Автор данной книги предпринял в своё время, в начале 90-х годов минувшего века, отчаянную попытку опровергнуть постулат парадоксального остроумца Шоу (доказав, что и среди признанных красавиц нет-нет да и объявится верная жена) и, совместив несовместное – лёд и пламень, импровизаторов-абстракционистов и ремесленников-буквоедов, скрестив, фигурально выражаясь, Моцарта с Сальери, Маршака с Лозинским (дабы возник этакий Маршазинский или Лозиншак!), предъявить наконец русскоязычному читателю чистого, неприкрашенного, неразбавленного Лира. Подобный творческий порыв Н. Горбаневская характеризует такими словами: «… Архипцев переводит Эдварда Лира, как благочестивый толковник – Писание: передает и смысл, и звук. Точен – часто до мельчайших деталей. Звучен – до самой лихой эквилибристики…»
Эдвард Лир при жизни опубликовал в нескольких книжках 216 лимериков. Вот их-то все сто с лишком лет и перетолмачивали. Однако изредка лироведам удаётся откопать нечто новенькое, такое, что удивляет и потрясает читающий мир.
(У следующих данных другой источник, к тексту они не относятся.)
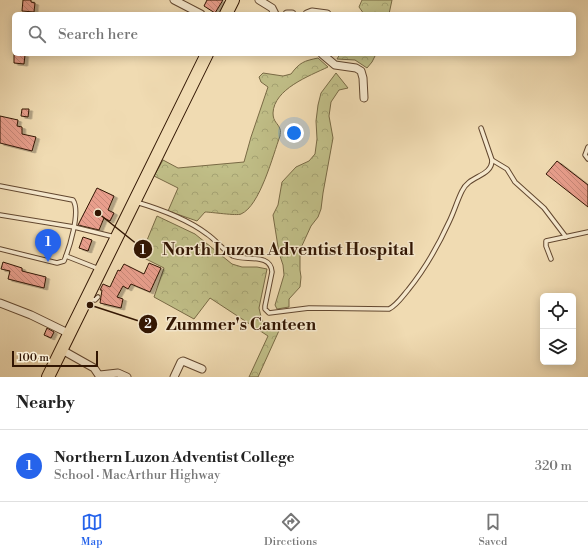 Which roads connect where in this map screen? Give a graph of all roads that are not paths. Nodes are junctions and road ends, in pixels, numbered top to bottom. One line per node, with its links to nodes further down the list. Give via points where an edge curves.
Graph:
1 (174, 0): 4 (street)
2 (233, 0): 5 (highway)
3 (260, 0): 6 (street)
4 (197, 12)
5 (227, 12)
6 (274, 12)
7 (206, 56): 15 (highway)
8 (325, 56): 9 (street, via 336,65 361,71)
9 (364, 98)
10 (481, 128): 13 (lane)
11 (588, 146): 12 (lane, via 585,155)
12 (588, 159)
13 (492, 160): 15 (lane, via 489,170 472,179 463,188 432,255 405,294 389,309 309,308 269,313 265,306 272,272 269,262 234,256 197,227); 19 (lane, via 507,169 515,182 544,208)
14 (0, 186): 17 (lane, via 73,200 76,212)
15 (135, 202): 20 (highway)
16 (0, 215): 17 (lane)
17 (74, 227): 20 (lane); 22 (lane)
18 (588, 232): 19 (lane)
19 (566, 237): 23 (lane, via 546,242)
20 (117, 238): 24 (highway)
21 (0, 249): 22 (lane, via 57,263 64,262)
22 (66, 256): 24 (lane)
23 (551, 258)
24 (101, 270): 26 (highway, via 92,298)
25 (0, 304): 26 (street, via 31,314)
26 (70, 334): 27 (highway)
27 (62, 350): 29 (street, via 92,366); 30 (highway)
28 (202, 369): 32 (street, via 183,361)
29 (100, 376): 31 (street, via 118,373)
30 (48, 377)
31 (126, 377)
32 (174, 377) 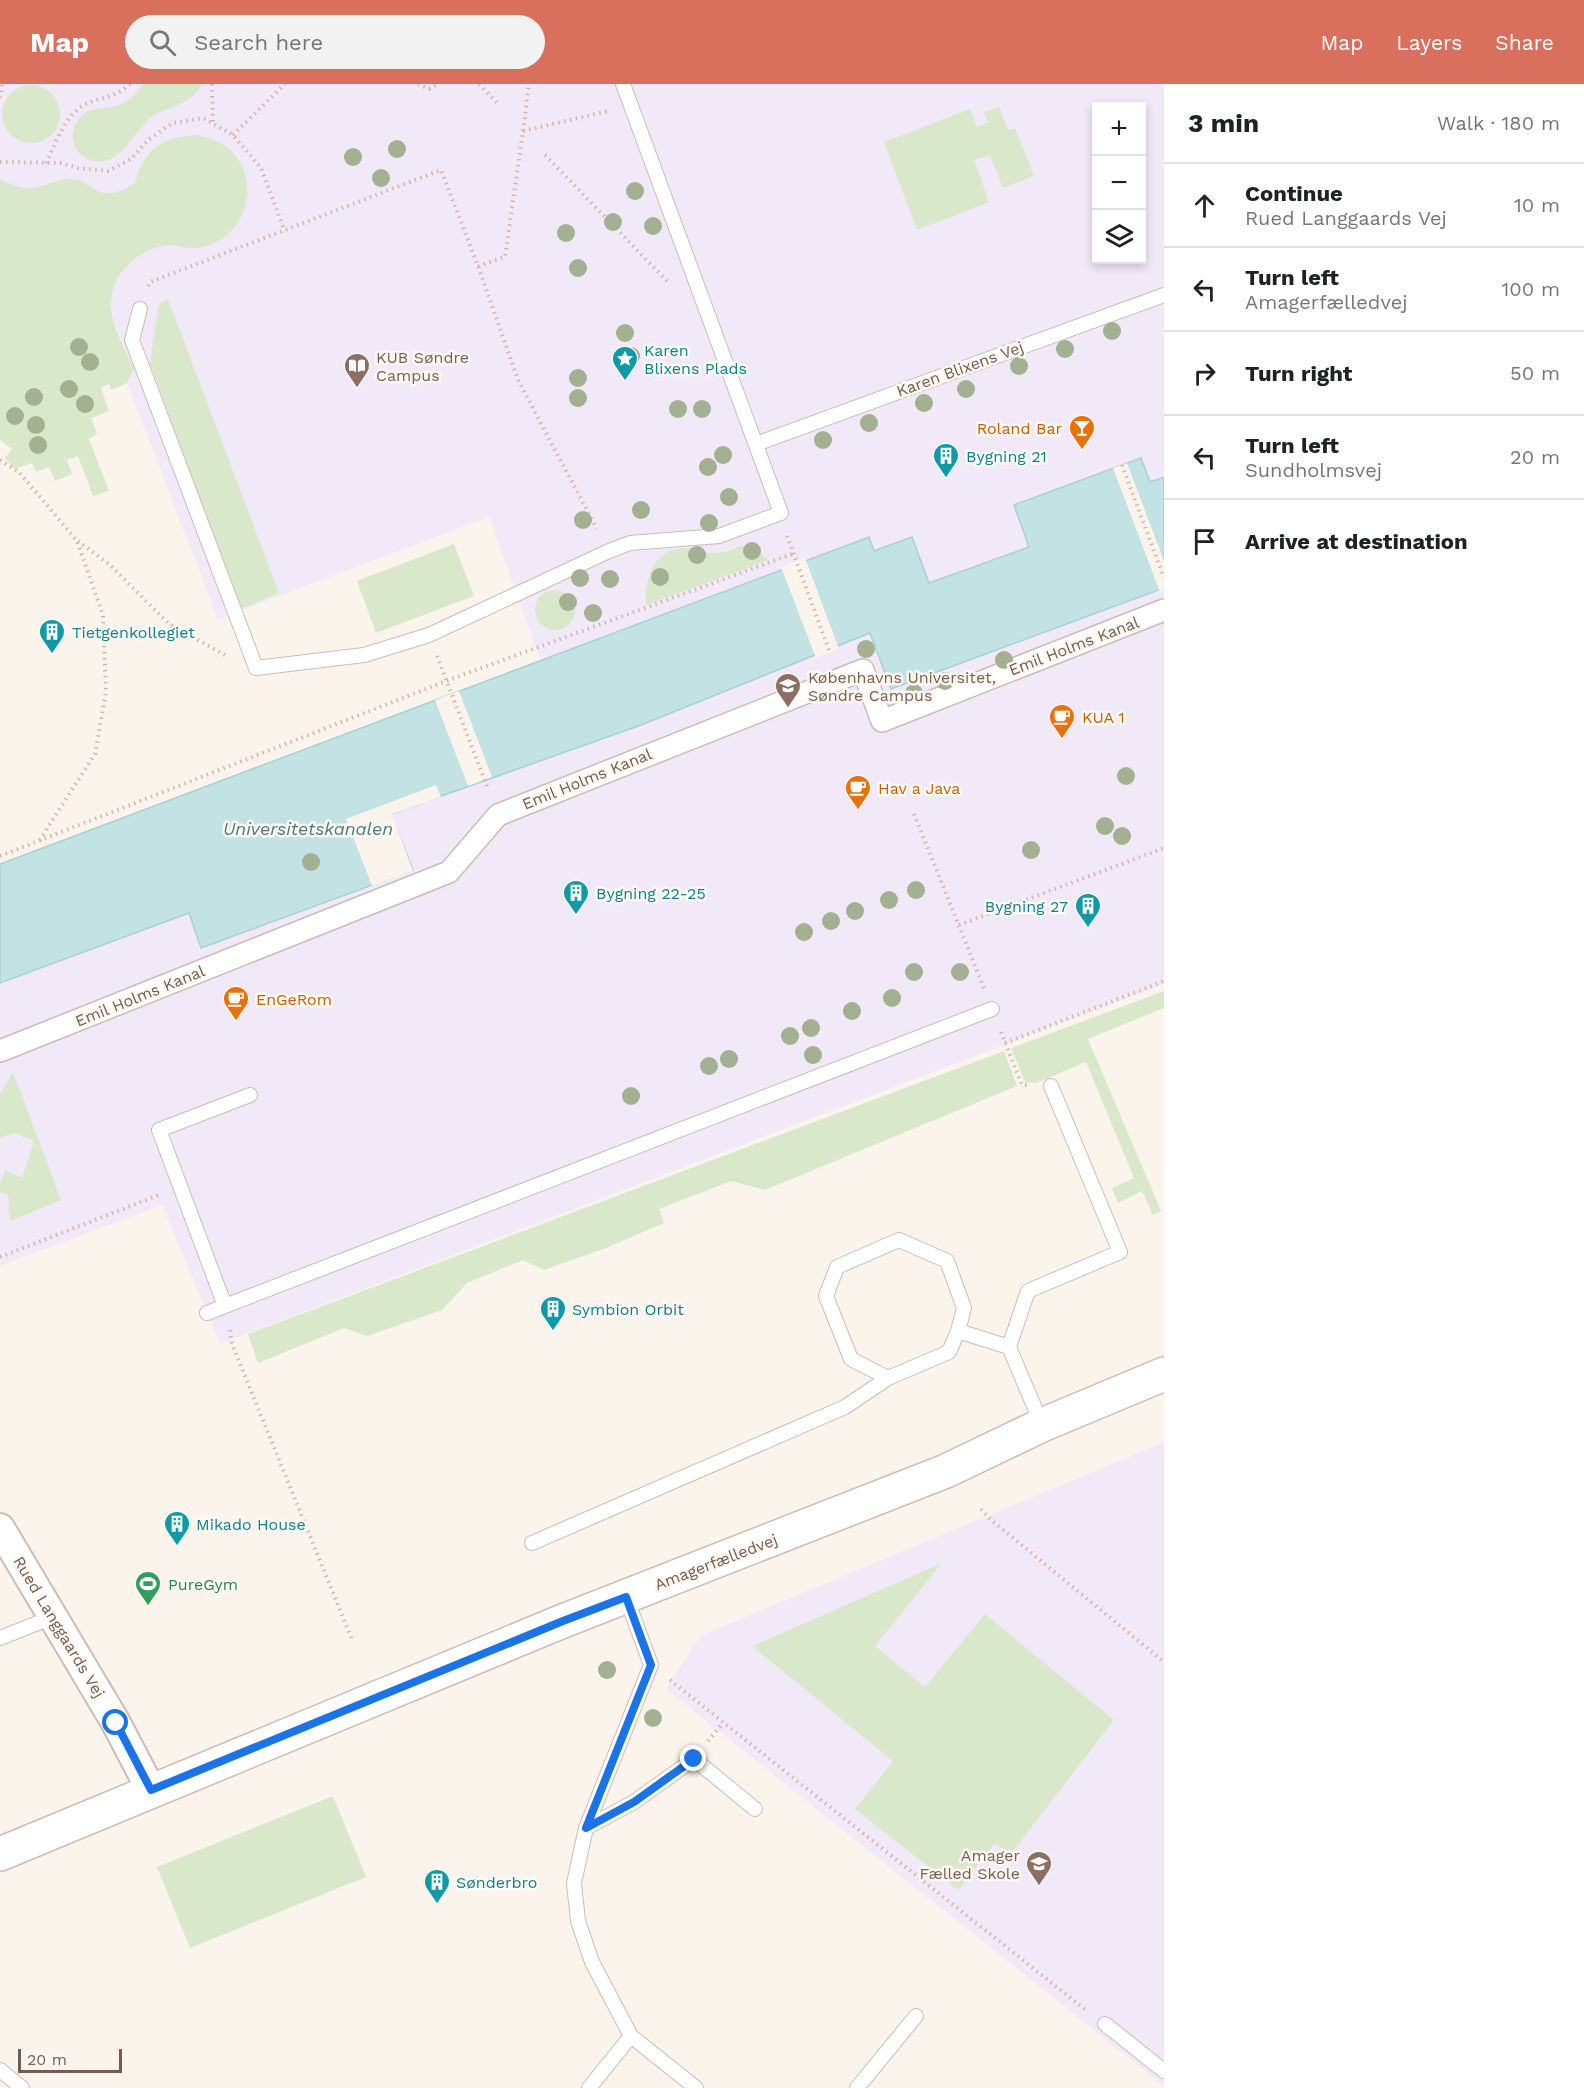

Так, видный современный английский художник-иллюстратор Джон Вернон Лорд, влюблённый в Лира, потратил несколько лет жизни, чтобы буквально по крупицам собрать то, что осталось после поэта неизданным, и недавно обнародовал ещё 23 с половиной(!) прелестных стишка, среди коих попадаются и чистые шедевры. Замечу в скобках, что имел счастливую возможность познакомиться с мистером Лордом, услышав неожиданно лестную оценку моих переводов и получив ряд весьма ценных практических советов от признанного знатока творчества Лира.
Заново переводить неоднократно до того переведённое и очень интересно – льстишь себя надеждой учесть ошибки предшественников и хоть чуточку приблизиться к истине, сделав перевод наиболее оригинальным, то есть приближенным к Оригиналу, и крайне сложно – ведь впередиидущие, в конце концов, уже использовали многие хорошие русские слова, повторять которые негоже! Но не менее заманчиво самому в чём-то оказаться первопроходцем, высказав по-русски то, что прежде на великом и могучем ещё не звучало.
Эта книга, плод двадцатитрёхлетнего радостного труда, – полнейший свод художественных текстов великого абсурдиста, лимериков и не лимериков, в наиболее адекватном и точном, на сегодняшний день, русском переводе. Она не имеет аналогов в отечественной «лириане» по объёму контента, да и на родине поэта, в Англии, отмечено лишь одно издание, The Сomplete Verse and Other Nonsense, 2001 года, несколько более полное – за счёт отрывков из дневников и писем и первых детских стихотворных опытов. Один хороший критик сказал, что «книги, подобные этой, делаются не по контракту, а по искренней и бескорыстной любви». Верно, по любви. Но и… нет, не по расчёту, конечно, – с расчётом, ещё вернее – в расчёте: на то, что кто-то, пусть очень немногие, прочтёт, быть может, удивится, возможно, восхитится, может статься, порадуется и даже – чем шут не шутит – восторгнётся. За годы работы я не просто влюбился в Эдварда Лира, но сроднился, сжился, сросся с ним. Надеюсь, что и вы, любезный читатель, полюбите «лауреата Нонсенса» так же, как люблю его я, ибо невозможно устоять перед обаянием человека, сказавшего о себе с лукавой улыбкой: «Как приятно знать мистера Лира! Исписал он тома чепухой!»